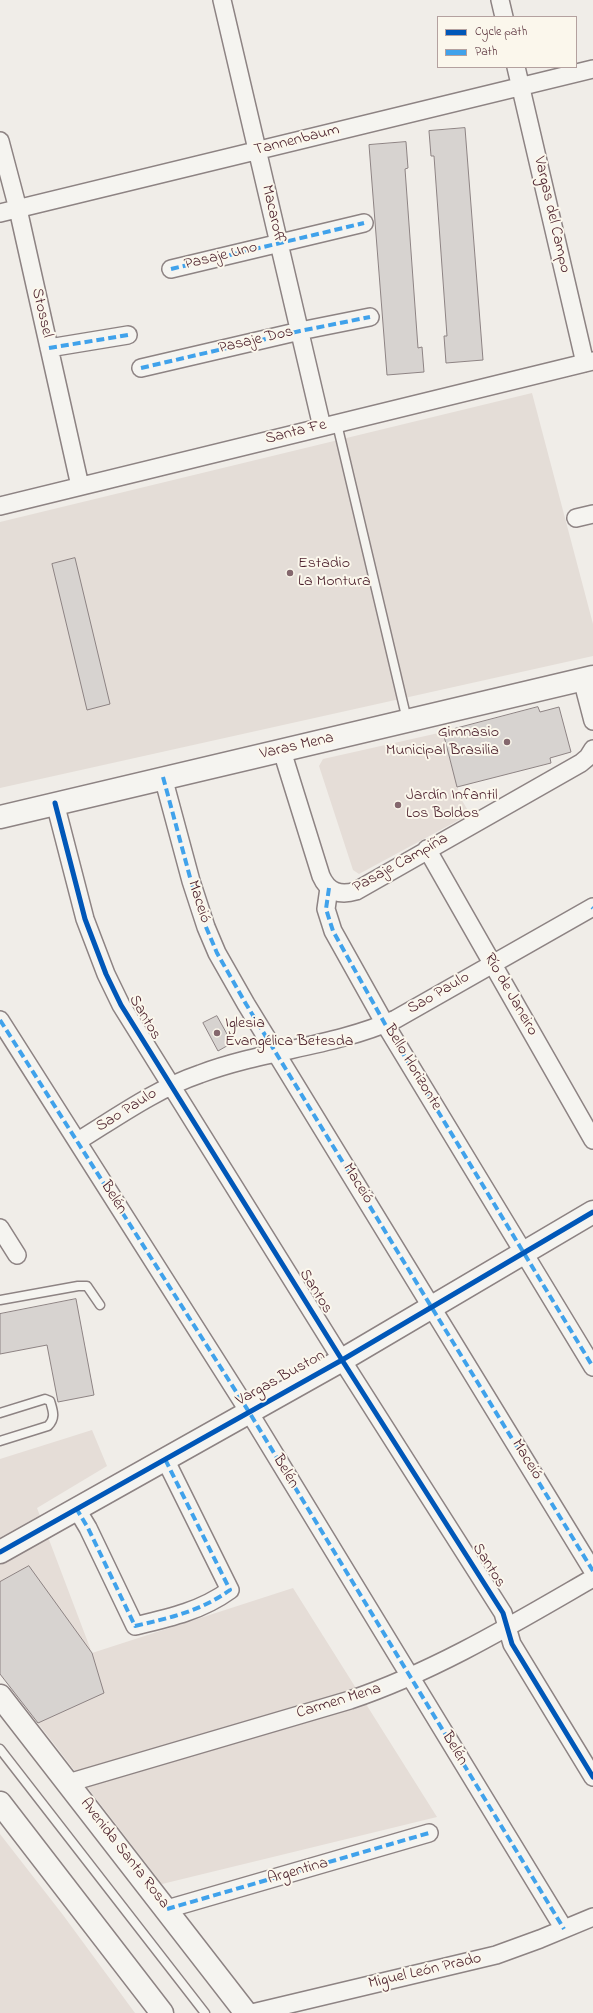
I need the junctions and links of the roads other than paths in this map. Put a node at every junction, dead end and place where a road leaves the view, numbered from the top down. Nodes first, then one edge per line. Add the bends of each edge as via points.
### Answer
1 (222, 0) edge
2 (500, 0) edge
3 (504, 16) edge
4 (516, 68) edge
5 (593, 70) edge
6 (521, 87) junction
7 (0, 141) edge
8 (257, 151) junction
9 (18, 209) junction
10 (0, 213) edge
11 (364, 223) dead end
12 (279, 243) junction
13 (171, 269) dead end
14 (370, 317) dead end
15 (300, 331) junction
16 (128, 335) dead end
17 (49, 348) junction
18 (589, 362) edge
19 (141, 368) dead end
20 (329, 425) junction
21 (80, 486) junction
22 (0, 506) edge
23 (593, 514) edge
24 (576, 518) dead end
25 (588, 678) edge
26 (407, 721) junction
27 (593, 721) edge
28 (593, 749) edge
29 (282, 750) junction
30 (164, 777) junction
31 (55, 803) junction
32 (0, 817) edge
33 (427, 850) junction
34 (329, 888) junction
35 (593, 907) edge
36 (493, 964) junction
37 (0, 1020) edge
38 (385, 1024) junction
39 (276, 1053) junction
40 (170, 1086) junction
41 (593, 1140) edge
42 (78, 1142) junction
43 (593, 1212) edge
44 (0, 1228) edge
45 (524, 1253) junction
46 (17, 1255) dead end
47 (0, 1300) edge
48 (100, 1305) dead end
49 (432, 1307) junction
50 (342, 1360) junction
51 (593, 1366) edge
52 (249, 1412) junction
53 (0, 1413) edge
54 (0, 1441) edge
55 (165, 1459) junction
56 (76, 1508) junction
57 (0, 1552) edge
58 (593, 1571) edge
59 (593, 1578) edge
60 (507, 1627) junction
61 (410, 1678) junction
62 (0, 1696) edge
63 (0, 1749) edge
64 (593, 1777) edge
65 (68, 1783) junction
66 (0, 1803) edge
67 (429, 1833) dead end
68 (167, 1909) junction
69 (593, 1917) edge
70 (564, 1929) junction
71 (162, 2013) edge
72 (204, 2013) edge
73 (246, 2013) edge
74 (252, 2013) edge

1 - 8 street, Macaroff
2 - 3 street
4 - 6 street, Vargas del Campo
5 - 6 street, Tannenbaum
6 - 8 street, Tannenbaum
6 - 18 street, Vargas del Campo
7 - 9 street, Stossel
8 - 9 street, Tannenbaum
8 - 12 street, Macaroff
9 - 10 street, Tannenbaum
9 - 17 street, Stossel
11 - 12 street, Pasaje Uno
12 - 13 street, Pasaje Uno
12 - 15 street, Macaroff
14 - 15 street, Pasaje Dos
15 - 19 street, Pasaje Dos
15 - 20 street, Macaroff
16 - 17 street
17 - 21 street, Stossel
18 - 20 street, Santa Fe
20 - 21 street, Santa Fe
20 - 26 lane
21 - 22 street, Santa Fe
23 - 24 street
25 - 26 street, Varas Mena
25 - 27 street
26 - 29 street, Varas Mena
28 - 33 street, Pasaje Campiña via 581,763
29 - 30 street, Varas Mena
29 - 34 street via 321,876
30 - 31 street, Varas Mena
30 - 39 street, Maceió via 206,927 231,978
31 - 32 street, Varas Mena
31 - 40 street, Santos via 85,919 95,947 121,1005
33 - 34 street, Pasaje Campiña via 356,891 342,894
33 - 36 street, Río de Janeiro
34 - 38 street, Bello Horizonte via 326,909 333,931
35 - 36 street, Sao Paulo
36 - 38 street, Sao Paulo
36 - 41 street, Río de Janeiro
37 - 42 street, Belén
38 - 39 street, Sao Paulo via 338,1039
38 - 45 street, Bello Horizonte
39 - 40 street, Sao Paulo via 222,1066
39 - 49 street, Maceió
40 - 42 street, Sao Paulo
40 - 50 street, Santos
42 - 52 street, Belén
43 - 45 street, Vargas Buston
44 - 46 street
45 - 49 street, Vargas Buston
45 - 51 street, Bello Horizonte
47 - 48 lane via 87,1286
49 - 50 street, Vargas Buston
49 - 58 street, Maceió
50 - 52 street, Vargas Buston
50 - 60 street, Santos via 503,1613
52 - 55 street, Vargas Buston
52 - 61 street, Belén
53 - 54 lane via 46,1399 50,1401 54,1414 53,1422 48,1426
55 - 56 street, Vargas Buston
55 - 56 street via 230,1590 219,1598 180,1616 135,1626
56 - 57 street, Vargas Buston
59 - 60 street, Carmen Mena
60 - 61 street, Carmen Mena
60 - 64 street, Santos via 512,1644
61 - 65 street, Carmen Mena via 350,1700
61 - 70 street, Belén
62 - 65 street, Avenida Santa Rosa
63 - 72 lane
65 - 68 street, Avenida Santa Rosa
66 - 71 street
67 - 68 street, Argentina
68 - 73 street, Avenida Santa Rosa
69 - 70 street, Miguel León Prado
70 - 74 street, Miguel León Prado via 512,1950 480,1959

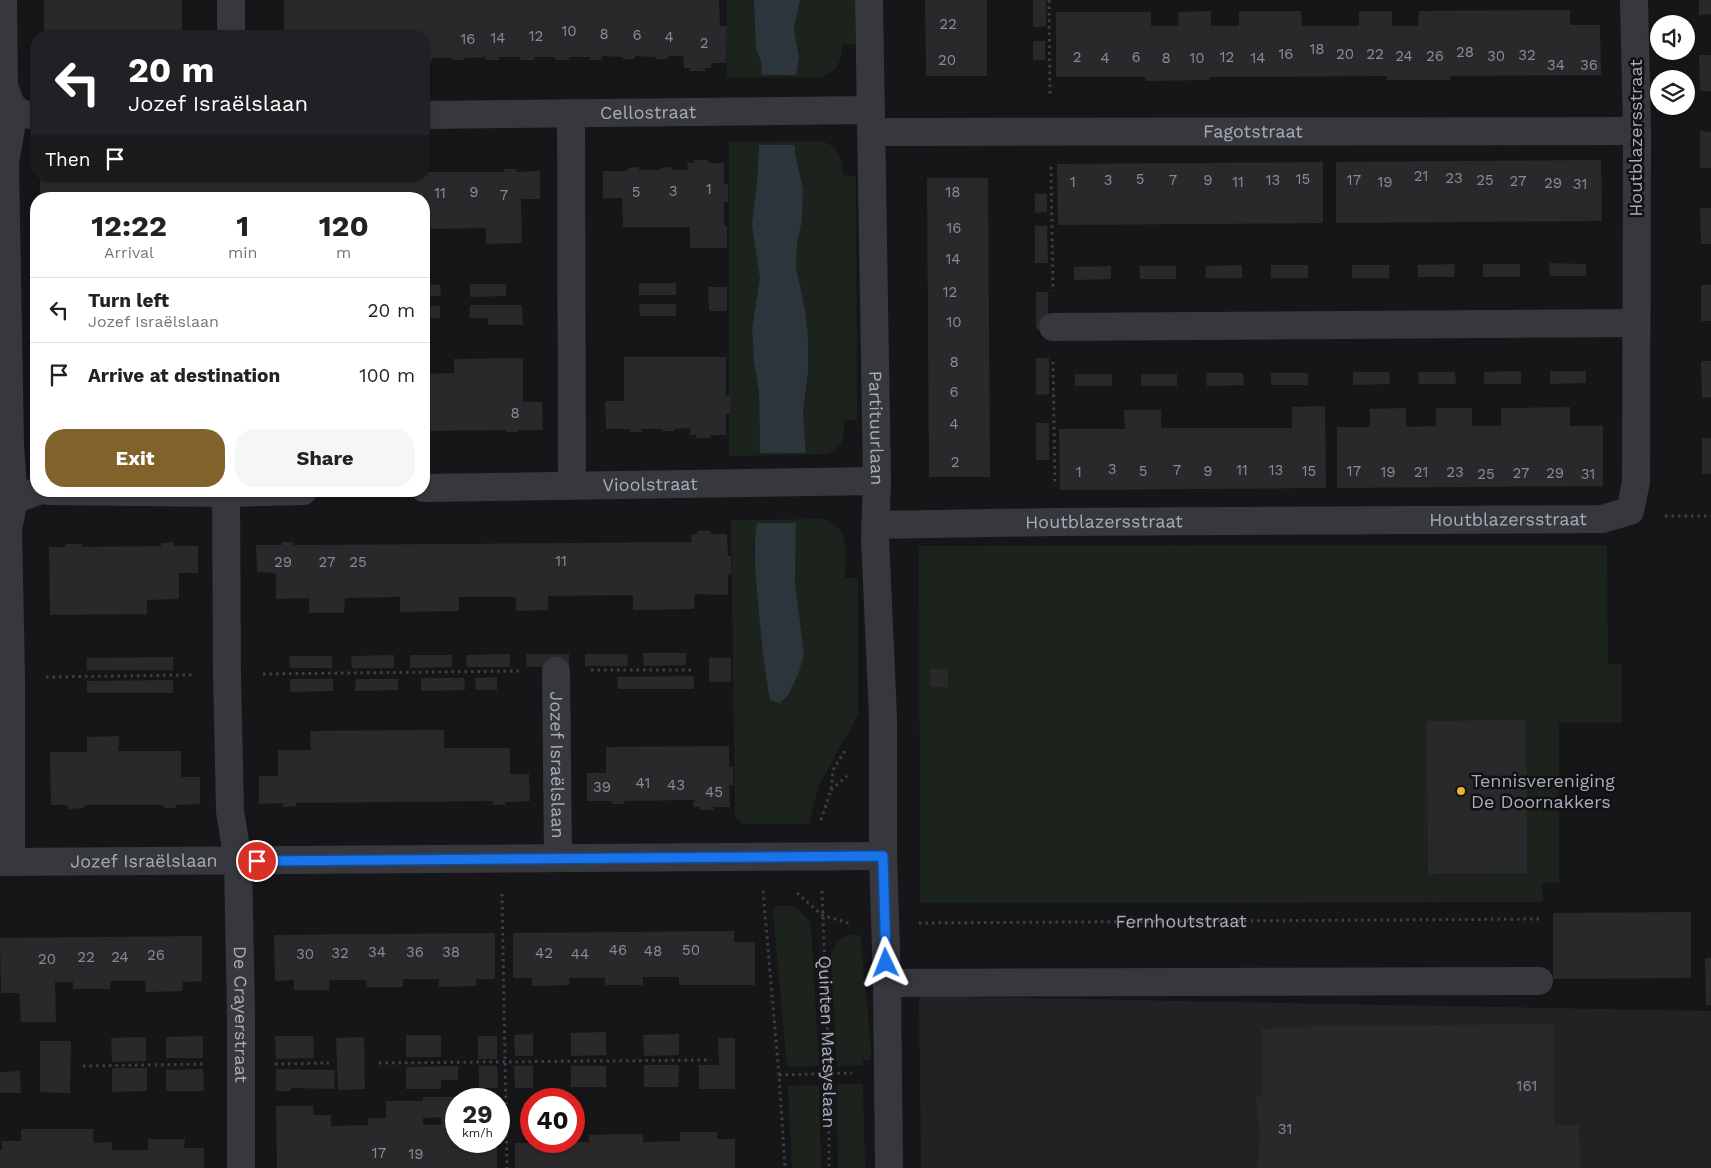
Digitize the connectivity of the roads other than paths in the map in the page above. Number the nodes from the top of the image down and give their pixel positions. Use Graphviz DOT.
graph roads {
  1 [pos="3,0"];
  2 [pos="231,0"];
  3 [pos="869,0"];
  4 [pos="1634,0"];
  5 [pos="231,30"];
  6 [pos="17,113"];
  7 [pos="571,113"];
  8 [pos="430,115"];
  9 [pos="871,121"];
  10 [pos="1637,131"];
  11 [pos="1636,323"];
  12 [pos="1053,327"];
  13 [pos="877,481"];
  14 [pos="572,485"];
  15 [pos="430,488"];
  16 [pos="17,497"];
  17 [pos="226,497"];
  18 [pos="876,525"];
  19 [pos="556,671"];
  20 [pos="883,856"];
  21 [pos="558,858"];
  22 [pos="238,861"];
  23 [pos="5,862"];
  24 [pos="1539,981"];
  25 [pos="887,983"];
  26 [pos="241,1168"];
  27 [pos="889,1168"];
  1 -- 6 [label="street"];
  2 -- 5 [label="street"];
  3 -- 9 [label="street, Partituurlaan"];
  4 -- 10 [label="street, Houtblazersstraat"];
  6 -- 16 [label="street"];
  7 -- 8 [label="street, Cellostraat"];
  7 -- 9 [label="street, Cellostraat"];
  7 -- 14 [label="street"];
  9 -- 10 [label="street, Fagotstraat"];
  9 -- 13 [label="street, Partituurlaan"];
  10 -- 11 [label="street, Houtblazersstraat"];
  11 -- 12 [label="street"];
  11 -- 18 [label="street, Houtblazersstraat"];
  13 -- 14 [label="street, Vioolstraat"];
  13 -- 18 [label="street, Partituurlaan"];
  14 -- 15 [label="street, Vioolstraat"];
  16 -- 23 [label="street"];
  17 -- 22 [label="street, De Crayerstraat"];
  18 -- 20 [label="street, Partituurlaan"];
  19 -- 21 [label="street, Jozef Israëlslaan"];
  20 -- 21 [label="street, Jozef Israëlslaan"];
  20 -- 25 [label="street"];
  21 -- 22 [label="street, Jozef Israëlslaan"];
  22 -- 23 [label="street, Jozef Israëlslaan"];
  22 -- 26 [label="street, De Crayerstraat"];
  24 -- 25 [label="street"];
  25 -- 27 [label="street"];
}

────────────────────

Return each line of the material exactly as written; exclude the pictures.

I need the junctions and links of the roads other than paths in this map. Put a node at every junction, dead end and place where a road leaves the view, numbered from the top down. Nodes first, then one edge per line. Add the bends of each edge as via points.
### Answer
1 (222, 0) edge
2 (500, 0) edge
3 (504, 16) edge
4 (516, 68) edge
5 (593, 70) edge
6 (521, 87) junction
7 (0, 141) edge
8 (257, 151) junction
9 (18, 209) junction
10 (0, 213) edge
11 (364, 223) dead end
12 (279, 243) junction
13 (171, 269) dead end
14 (370, 317) dead end
15 (300, 331) junction
16 (128, 335) dead end
17 (49, 348) junction
18 (589, 362) edge
19 (141, 368) dead end
20 (329, 425) junction
21 (80, 486) junction
22 (0, 506) edge
23 (593, 514) edge
24 (576, 518) dead end
25 (588, 678) edge
26 (407, 721) junction
27 (593, 721) edge
28 (593, 749) edge
29 (282, 750) junction
30 (164, 777) junction
31 (55, 803) junction
32 (0, 817) edge
33 (427, 850) junction
34 (329, 888) junction
35 (593, 907) edge
36 (493, 964) junction
37 (0, 1020) edge
38 (385, 1024) junction
39 (276, 1053) junction
40 (170, 1086) junction
41 (593, 1140) edge
42 (78, 1142) junction
43 (593, 1212) edge
44 (0, 1228) edge
45 (524, 1253) junction
46 (17, 1255) dead end
47 (0, 1300) edge
48 (100, 1305) dead end
49 (432, 1307) junction
50 (342, 1360) junction
51 (593, 1366) edge
52 (249, 1412) junction
53 (0, 1413) edge
54 (0, 1441) edge
55 (165, 1459) junction
56 (76, 1508) junction
57 (0, 1552) edge
58 (593, 1571) edge
59 (593, 1578) edge
60 (507, 1627) junction
61 (410, 1678) junction
62 (0, 1696) edge
63 (0, 1749) edge
64 (593, 1777) edge
65 (68, 1783) junction
66 (0, 1803) edge
67 (429, 1833) dead end
68 (167, 1909) junction
69 (593, 1917) edge
70 (564, 1929) junction
71 (162, 2013) edge
72 (204, 2013) edge
73 (246, 2013) edge
74 (252, 2013) edge

1 - 8 street, Macaroff
2 - 3 street
4 - 6 street, Vargas del Campo
5 - 6 street, Tannenbaum
6 - 8 street, Tannenbaum
6 - 18 street, Vargas del Campo
7 - 9 street, Stossel
8 - 9 street, Tannenbaum
8 - 12 street, Macaroff
9 - 10 street, Tannenbaum
9 - 17 street, Stossel
11 - 12 street, Pasaje Uno
12 - 13 street, Pasaje Uno
12 - 15 street, Macaroff
14 - 15 street, Pasaje Dos
15 - 19 street, Pasaje Dos
15 - 20 street, Macaroff
16 - 17 street
17 - 21 street, Stossel
18 - 20 street, Santa Fe
20 - 21 street, Santa Fe
20 - 26 lane
21 - 22 street, Santa Fe
23 - 24 street
25 - 26 street, Varas Mena
25 - 27 street
26 - 29 street, Varas Mena
28 - 33 street, Pasaje Campiña via 581,763
29 - 30 street, Varas Mena
29 - 34 street via 321,876
30 - 31 street, Varas Mena
30 - 39 street, Maceió via 206,927 231,978
31 - 32 street, Varas Mena
31 - 40 street, Santos via 85,919 95,947 121,1005
33 - 34 street, Pasaje Campiña via 356,891 342,894
33 - 36 street, Río de Janeiro
34 - 38 street, Bello Horizonte via 326,909 333,931
35 - 36 street, Sao Paulo
36 - 38 street, Sao Paulo
36 - 41 street, Río de Janeiro
37 - 42 street, Belén
38 - 39 street, Sao Paulo via 338,1039
38 - 45 street, Bello Horizonte
39 - 40 street, Sao Paulo via 222,1066
39 - 49 street, Maceió
40 - 42 street, Sao Paulo
40 - 50 street, Santos
42 - 52 street, Belén
43 - 45 street, Vargas Buston
44 - 46 street
45 - 49 street, Vargas Buston
45 - 51 street, Bello Horizonte
47 - 48 lane via 87,1286
49 - 50 street, Vargas Buston
49 - 58 street, Maceió
50 - 52 street, Vargas Buston
50 - 60 street, Santos via 503,1613
52 - 55 street, Vargas Buston
52 - 61 street, Belén
53 - 54 lane via 46,1399 50,1401 54,1414 53,1422 48,1426
55 - 56 street, Vargas Buston
55 - 56 street via 230,1590 219,1598 180,1616 135,1626
56 - 57 street, Vargas Buston
59 - 60 street, Carmen Mena
60 - 61 street, Carmen Mena
60 - 64 street, Santos via 512,1644
61 - 65 street, Carmen Mena via 350,1700
61 - 70 street, Belén
62 - 65 street, Avenida Santa Rosa
63 - 72 lane
65 - 68 street, Avenida Santa Rosa
66 - 71 street
67 - 68 street, Argentina
68 - 73 street, Avenida Santa Rosa
69 - 70 street, Miguel León Prado
70 - 74 street, Miguel León Prado via 512,1950 480,1959

Digitize the connectivity of the roads other than paths in the map in the page above. Number the nodes from the top of the image down and give their pixel positions. Use Graphviz DOT.
graph roads {
  1 [pos="3,0"];
  2 [pos="231,0"];
  3 [pos="869,0"];
  4 [pos="1634,0"];
  5 [pos="231,30"];
  6 [pos="17,113"];
  7 [pos="571,113"];
  8 [pos="430,115"];
  9 [pos="871,121"];
  10 [pos="1637,131"];
  11 [pos="1636,323"];
  12 [pos="1053,327"];
  13 [pos="877,481"];
  14 [pos="572,485"];
  15 [pos="430,488"];
  16 [pos="17,497"];
  17 [pos="226,497"];
  18 [pos="876,525"];
  19 [pos="556,671"];
  20 [pos="883,856"];
  21 [pos="558,858"];
  22 [pos="238,861"];
  23 [pos="5,862"];
  24 [pos="1539,981"];
  25 [pos="887,983"];
  26 [pos="241,1168"];
  27 [pos="889,1168"];
  1 -- 6 [label="street"];
  2 -- 5 [label="street"];
  3 -- 9 [label="street, Partituurlaan"];
  4 -- 10 [label="street, Houtblazersstraat"];
  6 -- 16 [label="street"];
  7 -- 8 [label="street, Cellostraat"];
  7 -- 9 [label="street, Cellostraat"];
  7 -- 14 [label="street"];
  9 -- 10 [label="street, Fagotstraat"];
  9 -- 13 [label="street, Partituurlaan"];
  10 -- 11 [label="street, Houtblazersstraat"];
  11 -- 12 [label="street"];
  11 -- 18 [label="street, Houtblazersstraat"];
  13 -- 14 [label="street, Vioolstraat"];
  13 -- 18 [label="street, Partituurlaan"];
  14 -- 15 [label="street, Vioolstraat"];
  16 -- 23 [label="street"];
  17 -- 22 [label="street, De Crayerstraat"];
  18 -- 20 [label="street, Partituurlaan"];
  19 -- 21 [label="street, Jozef Israëlslaan"];
  20 -- 21 [label="street, Jozef Israëlslaan"];
  20 -- 25 [label="street"];
  21 -- 22 [label="street, Jozef Israëlslaan"];
  22 -- 23 [label="street, Jozef Israëlslaan"];
  22 -- 26 [label="street, De Crayerstraat"];
  24 -- 25 [label="street"];
  25 -- 27 [label="street"];
}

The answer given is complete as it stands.